Hai Cenato calls itself a pizzeria. But actually, it’s EBP (everything but pizza) you should order. It’s food to kick back with. There’s even a joyously calorific twist on an ice-cream sandwich: a still-warm toasted brioche bun with silky, decadent salted caramel gelato inside.
The best two dishes showed off the kitchen’s pedigree. Hai Cenato is part of Jason Atherton’s empire, he of Social Eating House, Sosharu and so on. A delicate dish of seabass crudo (as in raw) came with shimmering morsels of blood orange, sprigs of dill and celery, cut mandolin-thin and on the diagonal. Someone’s got skills. Further proof: a tumble of freshly cooked corzetti (flat, round, embossed pasta discs) with a beautifully intense bolognese. On top: deep-fried sage leaves and fresh grated sheep’s cheese. Equally brimming with flavour – though the pasta could have had more bite – was a bowl of casarecce (short, freeform ‘twists’) with tiny, juicy clams; buttery, garlicky breadcrumbs; and slivers of bitter etrog (a lemon of sorts).

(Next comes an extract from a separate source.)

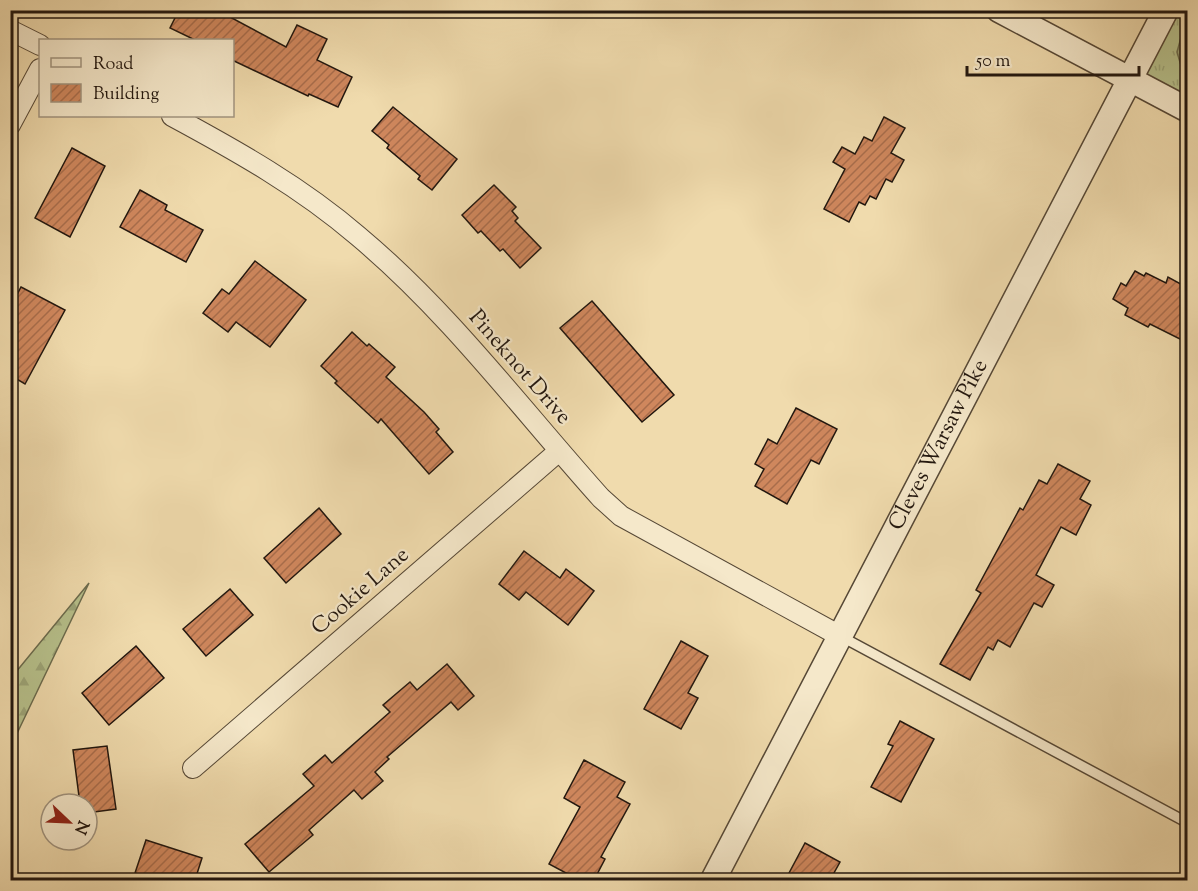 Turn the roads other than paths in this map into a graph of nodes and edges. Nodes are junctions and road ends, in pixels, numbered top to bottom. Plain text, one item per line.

But, oh dear, the pizza. I’m like Meghan Trainor: all about the base. It should either be thin and crispy, its sole purpose to act as a vehicle for an avalanche of toppings; or deep, doughy and delicious, so moreish that you could – and should – eat it naked. Here, the bases were the worst of both worlds: thick but tasteless, the type where you leave all your crusts on the side. Toppings were fine, but not enough to save the show.
Happily, the vibe is laidback. In fact, of all the restaurants in Victoria’s spanking new Nova development, this has so far come the closest, with its rap-and-funk soundtrack and low lighting, to help diners forget the steel-and-glass surroundings. So if you’re with friends in SW1 and hankering for Italian, say Hai Cenato (‘have you eaten?’) and give it a whirl.